### [Problem description]
Everything below from the line with "ring mcp: (269, 317)" through the line with "index mcp: (110, 254)" should be copied exactly, and nothing else; leave out the pictures.

### [Data shown]
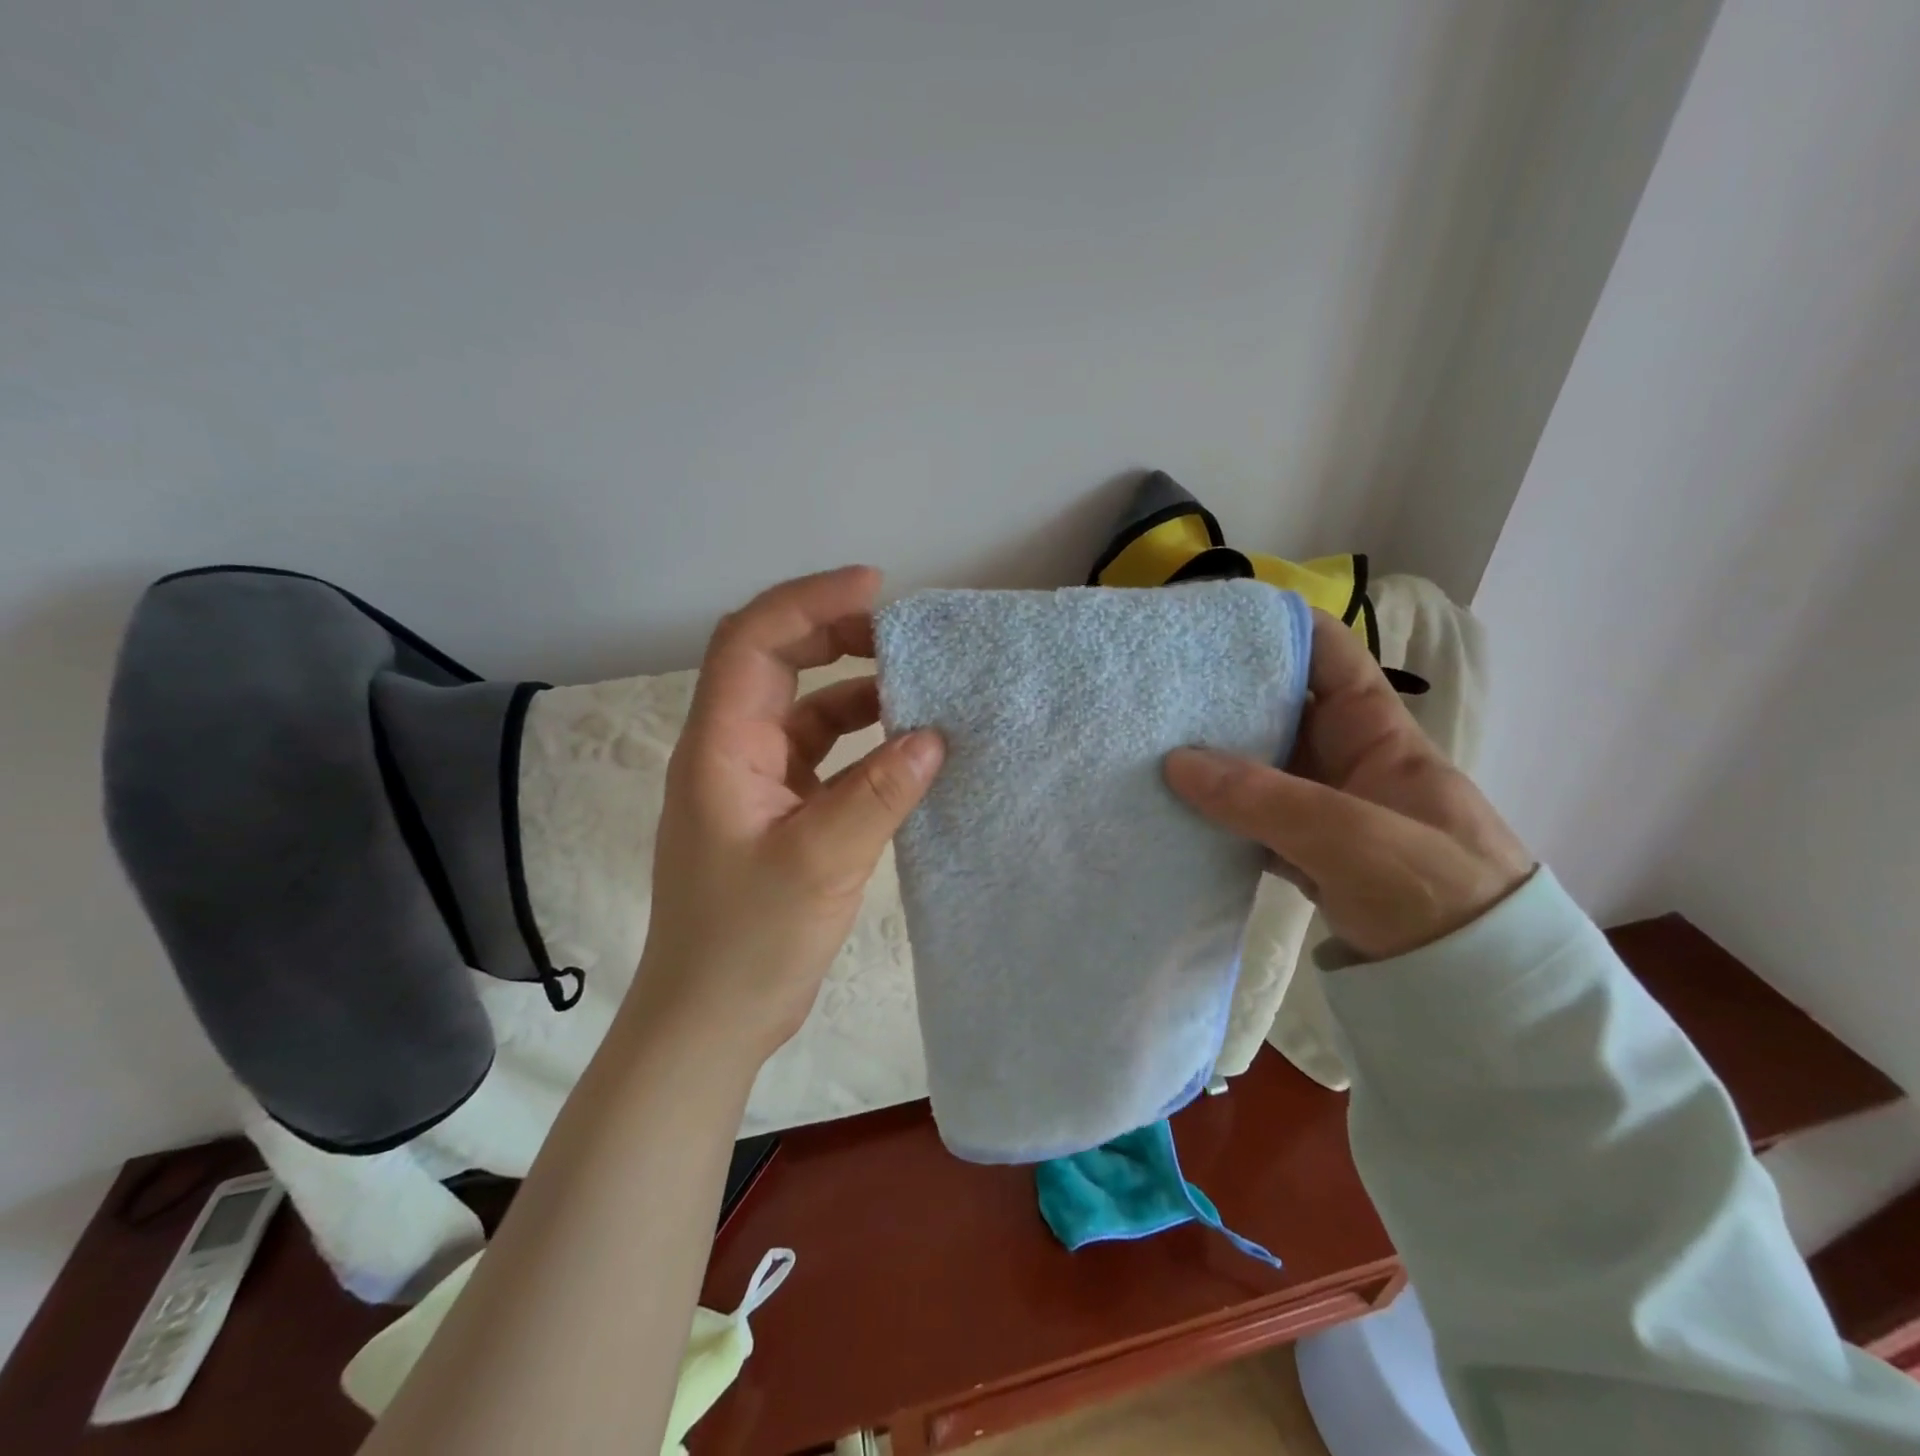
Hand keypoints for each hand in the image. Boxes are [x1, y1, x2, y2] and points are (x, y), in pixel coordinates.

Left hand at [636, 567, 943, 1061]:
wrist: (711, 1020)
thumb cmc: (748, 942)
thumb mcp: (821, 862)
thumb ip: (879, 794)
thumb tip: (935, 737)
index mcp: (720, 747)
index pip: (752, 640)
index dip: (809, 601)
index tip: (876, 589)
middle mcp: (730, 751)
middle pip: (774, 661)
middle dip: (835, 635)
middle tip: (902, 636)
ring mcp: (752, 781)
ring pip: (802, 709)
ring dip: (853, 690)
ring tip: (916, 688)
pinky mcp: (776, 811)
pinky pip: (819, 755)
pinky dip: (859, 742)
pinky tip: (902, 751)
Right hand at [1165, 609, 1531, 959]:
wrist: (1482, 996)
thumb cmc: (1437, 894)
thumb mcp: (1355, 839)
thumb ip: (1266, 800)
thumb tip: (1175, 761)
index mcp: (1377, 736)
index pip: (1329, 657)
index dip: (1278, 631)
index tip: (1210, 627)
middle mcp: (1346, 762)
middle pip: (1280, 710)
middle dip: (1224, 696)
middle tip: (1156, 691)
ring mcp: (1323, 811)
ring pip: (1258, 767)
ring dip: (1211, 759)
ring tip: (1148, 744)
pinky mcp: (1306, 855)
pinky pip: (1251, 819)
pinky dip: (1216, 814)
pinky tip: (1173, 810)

...

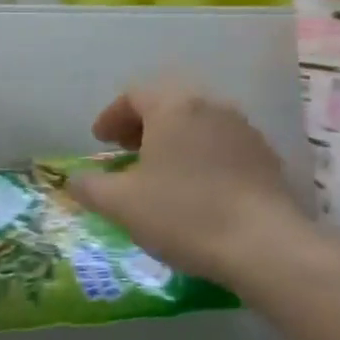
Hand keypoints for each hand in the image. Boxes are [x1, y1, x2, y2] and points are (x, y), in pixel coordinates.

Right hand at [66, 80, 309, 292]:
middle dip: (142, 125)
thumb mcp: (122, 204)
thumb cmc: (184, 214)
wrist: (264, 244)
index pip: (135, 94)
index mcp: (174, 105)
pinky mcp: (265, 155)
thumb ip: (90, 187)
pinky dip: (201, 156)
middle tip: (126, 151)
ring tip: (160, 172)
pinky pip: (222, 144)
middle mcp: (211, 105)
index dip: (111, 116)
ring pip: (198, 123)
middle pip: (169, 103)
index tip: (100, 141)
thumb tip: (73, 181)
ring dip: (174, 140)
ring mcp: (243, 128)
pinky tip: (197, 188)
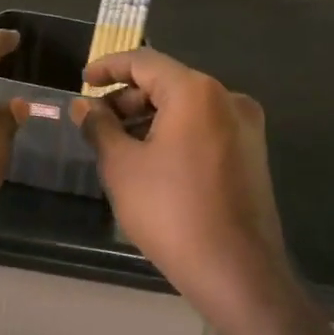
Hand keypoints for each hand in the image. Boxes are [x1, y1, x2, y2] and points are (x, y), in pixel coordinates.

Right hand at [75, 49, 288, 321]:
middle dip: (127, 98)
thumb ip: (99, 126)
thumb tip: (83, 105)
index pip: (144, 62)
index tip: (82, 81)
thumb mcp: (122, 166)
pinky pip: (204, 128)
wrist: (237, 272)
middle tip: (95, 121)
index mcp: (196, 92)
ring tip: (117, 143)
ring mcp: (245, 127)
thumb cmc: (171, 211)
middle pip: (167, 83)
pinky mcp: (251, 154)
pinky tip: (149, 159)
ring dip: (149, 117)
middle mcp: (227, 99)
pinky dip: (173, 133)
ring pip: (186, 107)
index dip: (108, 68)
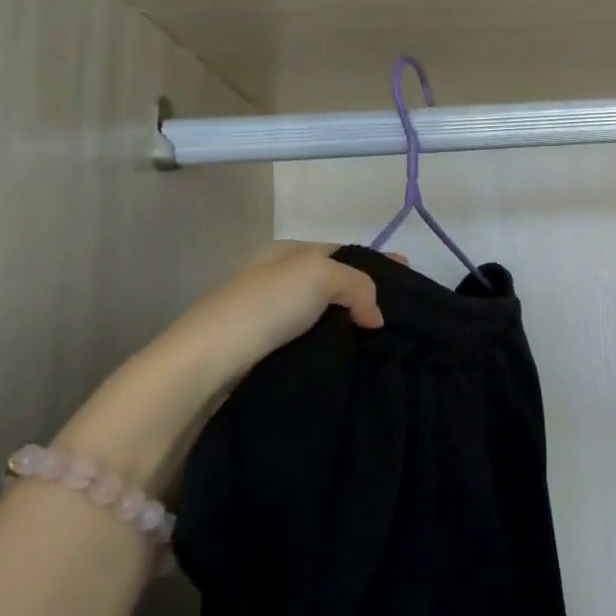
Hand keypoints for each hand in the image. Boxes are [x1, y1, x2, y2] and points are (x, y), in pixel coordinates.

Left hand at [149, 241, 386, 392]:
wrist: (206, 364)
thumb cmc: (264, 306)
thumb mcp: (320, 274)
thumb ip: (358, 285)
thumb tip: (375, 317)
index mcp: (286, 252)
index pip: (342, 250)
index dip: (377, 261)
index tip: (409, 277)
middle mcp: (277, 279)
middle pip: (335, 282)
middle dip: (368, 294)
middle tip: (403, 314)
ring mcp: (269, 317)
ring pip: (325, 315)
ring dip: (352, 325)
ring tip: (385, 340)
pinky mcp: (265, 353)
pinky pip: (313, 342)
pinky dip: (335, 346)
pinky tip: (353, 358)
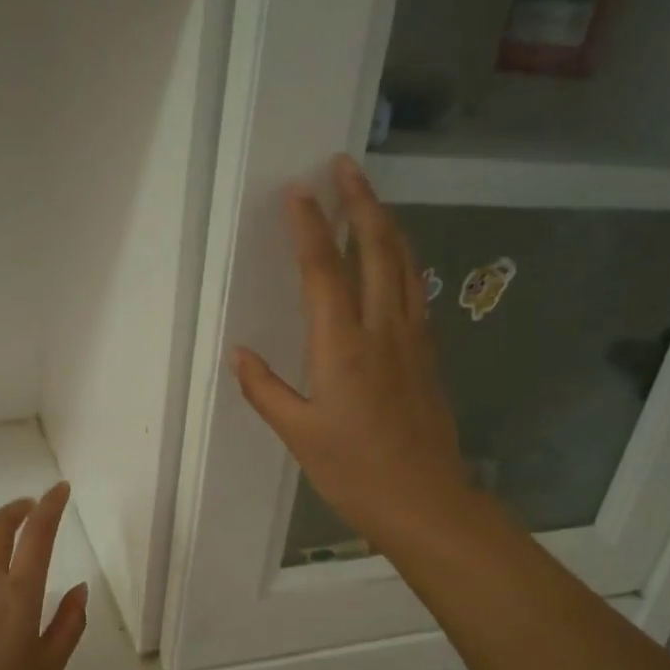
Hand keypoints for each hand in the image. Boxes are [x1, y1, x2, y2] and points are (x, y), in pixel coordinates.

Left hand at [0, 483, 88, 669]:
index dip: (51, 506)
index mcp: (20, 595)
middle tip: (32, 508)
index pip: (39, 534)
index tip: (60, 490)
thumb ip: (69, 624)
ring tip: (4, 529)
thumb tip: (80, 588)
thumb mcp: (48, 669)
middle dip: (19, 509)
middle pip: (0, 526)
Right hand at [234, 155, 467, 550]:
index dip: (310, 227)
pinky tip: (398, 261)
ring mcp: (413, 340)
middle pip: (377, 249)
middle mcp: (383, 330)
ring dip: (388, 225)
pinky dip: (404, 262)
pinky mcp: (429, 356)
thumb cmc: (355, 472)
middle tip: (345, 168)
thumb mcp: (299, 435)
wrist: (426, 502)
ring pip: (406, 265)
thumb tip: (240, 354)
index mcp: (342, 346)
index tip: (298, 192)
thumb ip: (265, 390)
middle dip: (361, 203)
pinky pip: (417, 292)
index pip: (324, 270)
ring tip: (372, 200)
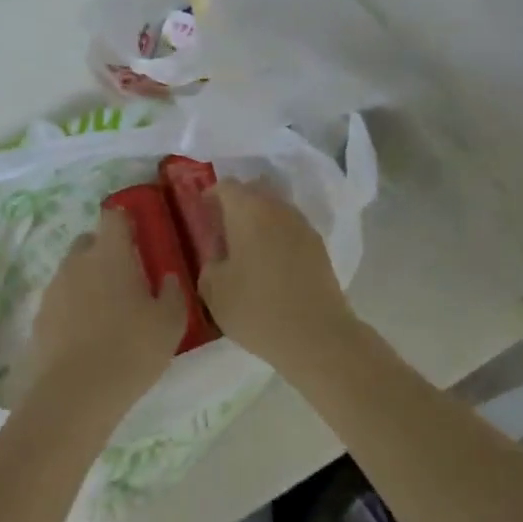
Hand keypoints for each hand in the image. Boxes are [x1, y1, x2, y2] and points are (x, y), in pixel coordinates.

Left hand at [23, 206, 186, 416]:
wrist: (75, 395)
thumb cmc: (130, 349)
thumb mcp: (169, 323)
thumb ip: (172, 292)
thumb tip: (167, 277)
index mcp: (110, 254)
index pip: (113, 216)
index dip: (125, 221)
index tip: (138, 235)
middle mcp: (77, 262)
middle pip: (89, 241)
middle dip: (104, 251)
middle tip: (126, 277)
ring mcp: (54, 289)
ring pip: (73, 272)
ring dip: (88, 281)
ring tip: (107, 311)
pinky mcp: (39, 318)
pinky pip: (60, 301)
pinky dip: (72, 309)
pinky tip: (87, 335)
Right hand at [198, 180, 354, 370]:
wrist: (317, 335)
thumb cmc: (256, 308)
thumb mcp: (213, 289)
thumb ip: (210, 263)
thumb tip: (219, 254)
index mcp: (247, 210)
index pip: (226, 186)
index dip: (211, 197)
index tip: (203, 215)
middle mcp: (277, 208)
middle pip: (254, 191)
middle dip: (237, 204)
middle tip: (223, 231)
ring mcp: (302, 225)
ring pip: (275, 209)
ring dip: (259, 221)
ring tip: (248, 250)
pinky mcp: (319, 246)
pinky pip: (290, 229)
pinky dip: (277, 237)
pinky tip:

### [Exercise result]
ring mcp: (269, 317)
ring pip: (325, 315)
ring dip: (352, 325)
ring tip: (385, 340)
pinky mcp: (265, 353)
pinky pip: (313, 342)
pinky dip: (335, 346)
pinky tip: (353, 358)
Hand keypoints for each hand in the image. Boxes are [x1, y1, x2, y2] and points are (x, y), in pixel coordinates.

Left hand at [0, 483, 88, 669]:
index dip: (51, 506)
index mcp: (20, 595)
middle tip: (32, 508)
index pip: (39, 534)
index tip: (60, 490)
thumb ip: (69, 624)
ring tip: (4, 529)
thumb tip: (80, 588)
thumb mcp: (48, 669)
middle dip: (19, 509)
middle pip: (0, 526)
Right hand at [234, 155, 467, 550]:
index dip: (310, 227)
pinky tip: (398, 261)
ring mcp: (413, 340)
middle pip: (377, 249)
middle mcp: (383, 330)
ring dip: (388, 225)
pinky dip: (404, 262)
pinky mcp: (429, 356)
thumb cmc: (355, 472)
middle tip: (345, 168)
thumb mcp: (299, 435)
wrist: (426, 502)
ring pip: (406, 265)
thumb tip: (240, 354)
index mcp: (342, 346)
index tip: (298, 192)
thumb ip: (265, 390)
middle dip: (361, 203)
pinky pip: (417, 292)
index pip: (324, 270)
ring tip: (372, 200)
Hand keypoints for each hand in the image. Boxes are [x1, y1, x2, y2] and points are (x, y), in pixel coordinates.

Left hand at [23, 206, 186, 416]:
wrist: (75, 395)
thumb cmc: (130, 349)
thumb mcp: (169, 323)
thumb ip: (172, 292)
thumb tip: (167, 277)
index mcp: (110, 254)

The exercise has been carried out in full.